Nowadays Fullerites tread carefully when dealing with their leader`s view that sinful man knows he has a duty to accept the Gospel. They say that God obliges man to accept it, using an ambiguous word. ´Oblige` can mean merely ´ought to` from God`s point of view rather than ´can` from man`s point of view . Fuller, however, argues strongly that fallen man ´can` accept the Gospel . The problem is that he will not. This led Huntington to say that Fuller teaches that God, who has concluded all in unbelief, expects them, in spite of themselves, to believe.

Fuller ranks those who believe that fallen man cannot accept the Gospel of himself as false Calvinists with a false view of man. He argues that God would never require of man what he cannot do and as God invites man to repent and believe, man must be capable of it. This would seem to be a direct refutation of I Corinthians 2:14 "But the natural man receiveth not the things of the Spirit of God: for they are foolishness unto him: neither can he know them, because they are spiritually discerned." But Fuller does not look to Scripture for his view of man but to natural revelation. His argument is that natural man can discern God`s glory in creation. This creates a love for God in him. When God, however, displays Himself at any time and love to Him is engendered, He also becomes recognisable regarding His spiritual work . When one reads this, one has to rub one`s eyes and ask oneself if this is really the belief of a man that calls himself a Calvinist and not some quote from Thomas Paine`s The Age of Reason.

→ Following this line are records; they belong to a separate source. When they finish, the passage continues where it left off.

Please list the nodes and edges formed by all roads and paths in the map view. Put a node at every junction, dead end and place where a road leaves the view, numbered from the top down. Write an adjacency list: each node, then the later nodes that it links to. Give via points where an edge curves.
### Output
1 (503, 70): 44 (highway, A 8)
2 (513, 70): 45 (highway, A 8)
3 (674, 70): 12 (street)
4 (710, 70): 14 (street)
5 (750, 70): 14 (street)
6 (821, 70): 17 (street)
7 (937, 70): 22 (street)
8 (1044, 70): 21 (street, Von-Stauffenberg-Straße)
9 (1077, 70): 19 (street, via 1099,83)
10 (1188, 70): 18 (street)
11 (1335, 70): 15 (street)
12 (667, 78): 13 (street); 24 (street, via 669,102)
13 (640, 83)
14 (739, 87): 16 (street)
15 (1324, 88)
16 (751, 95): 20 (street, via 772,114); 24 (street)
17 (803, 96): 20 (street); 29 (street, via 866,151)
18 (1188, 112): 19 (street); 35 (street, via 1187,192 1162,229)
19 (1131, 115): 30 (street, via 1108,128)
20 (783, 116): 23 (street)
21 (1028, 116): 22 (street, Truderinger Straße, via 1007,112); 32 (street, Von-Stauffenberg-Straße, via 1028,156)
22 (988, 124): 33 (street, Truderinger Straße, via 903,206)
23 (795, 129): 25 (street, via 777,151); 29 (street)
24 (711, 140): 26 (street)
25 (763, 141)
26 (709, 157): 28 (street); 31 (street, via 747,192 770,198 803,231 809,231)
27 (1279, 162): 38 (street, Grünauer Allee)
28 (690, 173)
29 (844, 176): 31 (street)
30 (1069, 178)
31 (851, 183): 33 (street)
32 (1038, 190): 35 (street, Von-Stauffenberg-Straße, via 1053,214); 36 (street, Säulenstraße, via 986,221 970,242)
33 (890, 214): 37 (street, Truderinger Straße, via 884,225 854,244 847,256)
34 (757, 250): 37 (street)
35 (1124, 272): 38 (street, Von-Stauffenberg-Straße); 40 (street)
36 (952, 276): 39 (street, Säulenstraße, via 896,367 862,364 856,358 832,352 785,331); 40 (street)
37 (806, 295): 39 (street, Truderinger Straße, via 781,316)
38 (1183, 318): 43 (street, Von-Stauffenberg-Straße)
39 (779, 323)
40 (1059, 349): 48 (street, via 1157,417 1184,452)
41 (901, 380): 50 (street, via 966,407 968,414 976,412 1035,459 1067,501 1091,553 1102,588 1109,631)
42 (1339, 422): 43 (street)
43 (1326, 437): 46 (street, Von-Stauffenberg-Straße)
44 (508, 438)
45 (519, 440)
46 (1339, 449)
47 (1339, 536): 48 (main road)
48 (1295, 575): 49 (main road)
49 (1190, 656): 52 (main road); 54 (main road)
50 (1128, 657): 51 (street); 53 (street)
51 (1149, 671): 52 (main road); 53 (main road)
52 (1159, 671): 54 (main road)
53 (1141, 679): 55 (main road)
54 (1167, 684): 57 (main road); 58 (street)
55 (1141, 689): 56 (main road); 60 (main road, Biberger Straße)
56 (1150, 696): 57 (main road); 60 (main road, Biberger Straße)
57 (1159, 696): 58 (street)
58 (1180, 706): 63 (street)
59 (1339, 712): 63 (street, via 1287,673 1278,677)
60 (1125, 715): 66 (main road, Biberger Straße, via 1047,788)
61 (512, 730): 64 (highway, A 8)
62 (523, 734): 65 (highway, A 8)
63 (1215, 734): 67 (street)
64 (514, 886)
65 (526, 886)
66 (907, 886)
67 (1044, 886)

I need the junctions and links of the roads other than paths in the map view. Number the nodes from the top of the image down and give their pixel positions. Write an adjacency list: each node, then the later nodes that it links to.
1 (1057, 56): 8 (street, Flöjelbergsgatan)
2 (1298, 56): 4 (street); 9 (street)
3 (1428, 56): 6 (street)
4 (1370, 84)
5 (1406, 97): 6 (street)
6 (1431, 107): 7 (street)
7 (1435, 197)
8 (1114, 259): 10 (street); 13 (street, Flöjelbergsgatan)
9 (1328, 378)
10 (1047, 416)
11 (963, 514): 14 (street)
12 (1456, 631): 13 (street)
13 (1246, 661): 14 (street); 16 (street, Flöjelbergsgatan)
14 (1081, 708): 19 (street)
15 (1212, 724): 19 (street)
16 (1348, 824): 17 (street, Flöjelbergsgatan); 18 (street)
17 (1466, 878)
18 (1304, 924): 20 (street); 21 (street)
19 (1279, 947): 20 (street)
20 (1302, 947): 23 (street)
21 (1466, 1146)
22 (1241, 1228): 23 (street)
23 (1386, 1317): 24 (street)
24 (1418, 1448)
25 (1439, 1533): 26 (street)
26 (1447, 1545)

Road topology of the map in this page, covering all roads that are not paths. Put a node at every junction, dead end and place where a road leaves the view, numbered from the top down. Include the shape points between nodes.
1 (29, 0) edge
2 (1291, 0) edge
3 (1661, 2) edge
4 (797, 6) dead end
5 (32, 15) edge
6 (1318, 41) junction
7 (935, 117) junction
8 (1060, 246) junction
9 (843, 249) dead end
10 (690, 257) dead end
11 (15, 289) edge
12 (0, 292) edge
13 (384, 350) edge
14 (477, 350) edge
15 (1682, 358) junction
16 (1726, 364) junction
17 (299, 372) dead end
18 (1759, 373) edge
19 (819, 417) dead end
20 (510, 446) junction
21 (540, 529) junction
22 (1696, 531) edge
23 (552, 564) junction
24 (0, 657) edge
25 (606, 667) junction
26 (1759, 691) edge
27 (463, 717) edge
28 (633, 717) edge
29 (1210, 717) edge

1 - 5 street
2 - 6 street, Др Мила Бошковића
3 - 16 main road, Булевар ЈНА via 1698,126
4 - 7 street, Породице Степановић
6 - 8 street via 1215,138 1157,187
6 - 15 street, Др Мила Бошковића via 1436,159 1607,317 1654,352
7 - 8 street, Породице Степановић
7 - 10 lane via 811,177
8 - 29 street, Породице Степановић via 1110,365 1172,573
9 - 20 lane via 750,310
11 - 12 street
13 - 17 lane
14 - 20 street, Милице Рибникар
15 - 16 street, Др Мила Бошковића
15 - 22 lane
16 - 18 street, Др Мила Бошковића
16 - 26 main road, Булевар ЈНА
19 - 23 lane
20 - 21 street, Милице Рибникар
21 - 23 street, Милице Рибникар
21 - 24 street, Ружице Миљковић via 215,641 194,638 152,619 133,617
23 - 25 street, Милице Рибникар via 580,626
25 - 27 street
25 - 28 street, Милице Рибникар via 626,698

The Scriptures clearly state that Christ and his disciples commanded their hearers to repent and believe the Gospel otherwise they would perish . Paul, too, commanded his hearers to repent and warned them of the consequences awaiting them if they did not . There is, however, a difference in commanding an action, which, if disobeyed, will bring damnation and if obeyed salvation and inviting men to perform an action which all are fully capable of doing. The former case is in keeping with the Scriptural teaching that the bondservants are separated from the true sons by responding or not responding to the Father`s voice. Christ`s sheep hear his voice and respond, the others do not. The second puts all on the same level. Sons and bondservants, sheep and goats, have all been given the same duties to perform to their Heavenly Father. This is indeed Fuller`s teaching in The Gospel Worthy of All Acceptation. When Fuller`s book was read by faithful believers, they protested at once that Fuller did not distinguish between slaves and sons. In his defence Fuller accepted this criticism as proof of the truth of his ideas. Who has every heard, he asks his readers, of children who have no sense of duty to their parents? As all children have a sense of duty to their parents, so all sinners have a sense of duty to their Creator. This is a clear denial of Galatians 4 and its teaching that the Holy Spirit is put into the hearts of adopted sons to make them such and to make them aware of their relationship to their Father. Fuller argues in this way because he rejects Biblical teaching for his theory of natural religion and natural revelation. Elsewhere Fuller teaches that man is fallen. He cannot, however, according to Fuller, have fallen very far. This is hinted at in Fuller`s argument with Button concerning total depravity where he says that the term does not mean "totally unable to believe in Christ" in the sense of "unable in every respect" .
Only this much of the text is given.